We don't want to wait until AFTER the resource is deployed to discover the tag is missing, so as cool as AWS config may be, we don't want to rely on its rules if we don't have to.
So things like Tag Options don't work, because it appears that they expect we know the tag value months prior to some deployment (which isn't the case.)
Is there any way to mandate tags be used for a cloudformation template when it is deployed? Better yet, can we have service catalog query for a tag value when deploying? Tags like "system" or "project", for instance, come and go over time and are not known up-front for many types of cloudformation templates we develop.
Isn't this a common scenario?
I am worried that I am missing something very, very simple and basic which mandates tags be used up-front, but I can't seem to figure out what. Thank you in advance. I really did Google a lot before asking, without finding a satisfying answer.
I don't know anything about service catalog but you can create Conditions and then use it to conditionally create (or even fail) your resource creation. Conditional Resource Creation e.g.
Parameters:
ResourceTag:
Type: String
Default: ''
Conditions:
isTagEmpty:
!Equals [!Ref ResourceTag, '']
Resources:
DBInstance:
Type: AWS::RDS::DBInstance
Condition: isTagEmpty
Properties:
DBInstanceClass: <DB Instance Type>
Here RDS DB instance will only be created if tag is non-empty. But cloudformation will still return success.
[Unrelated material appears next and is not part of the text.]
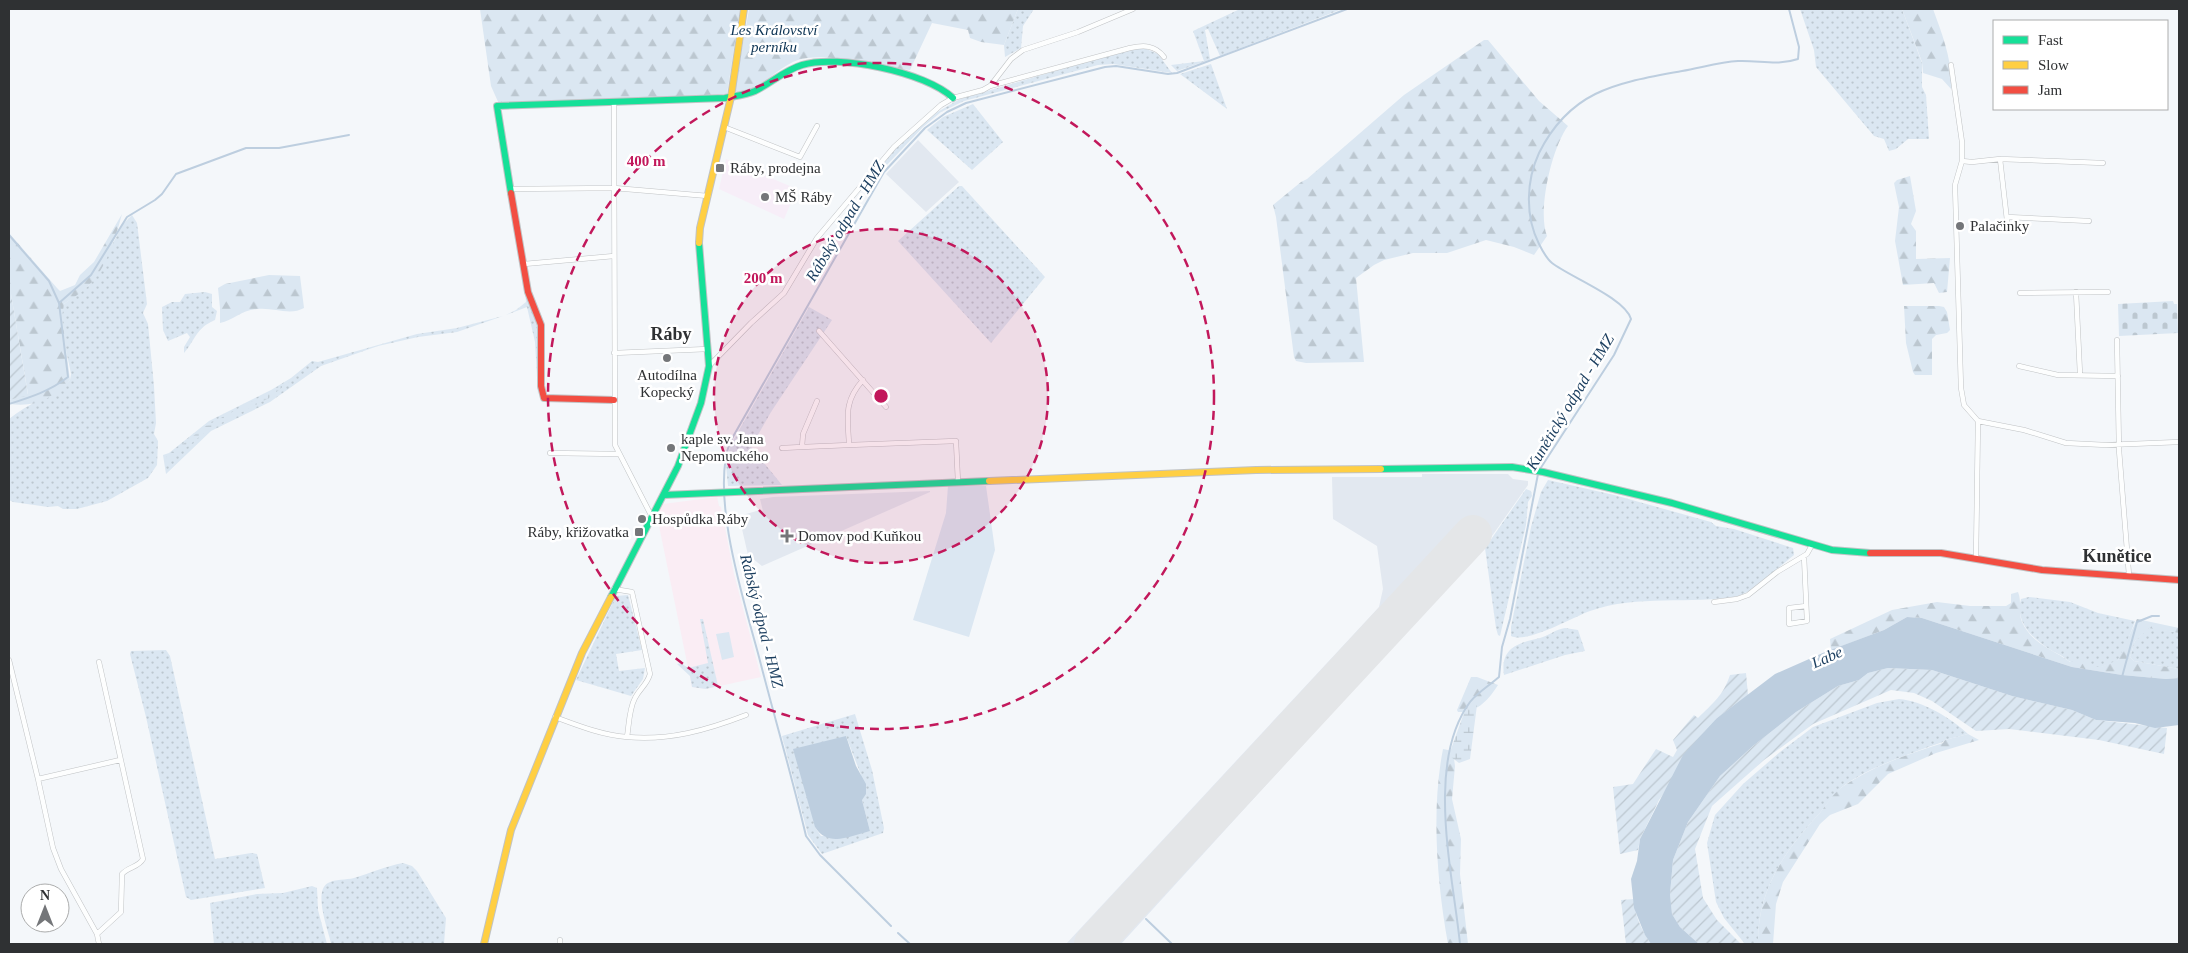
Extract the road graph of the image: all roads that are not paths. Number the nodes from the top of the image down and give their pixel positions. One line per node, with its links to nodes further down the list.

Alternatively, you can try & fail the resource creation.
Resources:
DBInstance:
Type: AWS::RDS::DBInstance
Properties:
DBInstanceClass: !If [isTagEmpty, !Ref "AWS::NoValue", <DB instance type>]
I haven't tried this but it should fail as DB instance type will be invalid if tag is null.
Edit: You can also create your stack using the createStack CFN API. Write some code to read & validate the input (e.g. read from service catalog) & call the createStack API. I am doing the same from Lambda (nodejs) reading some input from Parameter Store. Sample code -
module.exports.create = async (event, context, callback) => {
let request = JSON.parse(event.body);
let subnetids = await ssm.getParameter({
Name: '/vpc/public-subnets'
}).promise();
let securitygroups = await ssm.getParameter({
Name: '/vpc/lambda-security-group'
}).promise();
let params = {
StackName: request.customerName, /* required */
Capabilities: [
'CAPABILITY_IAM',
'CAPABILITY_NAMED_IAM',
'CAPABILITY_AUTO_EXPAND',
/* more items */
],
ClientRequestToken: 'qwdfghjk3912',
EnableTerminationProtection: false,
OnFailure: request.onfailure,
Parameters: [
{
ParameterKey: "SubnetIds",
ParameterValue: subnetids.Parameter.Value,
},
{
ParameterKey: 'SecurityGroupIds',
ParameterValue: securitygroups.Parameter.Value,
},
{
ParameterKey: 'OpsPoolArnList',
ParameterValue: request.userPoolList,
},
/* more items */
],
TemplateURL: request.templateUrl,
};
cfn.config.region = request.region;
let result = await cfn.createStack(params).promise();
console.log(result);
}
Another option: add a AWS Custom Resource backed by Lambda. Check for tags in this section & return failure if it doesn't satisfy the constraints. Make all other resource creation depend on this resource (so that they all create if your checks pass). Link also contains example. You will also have to add handling for stack update & deletion (like a default success). I think this is your best bet as of now.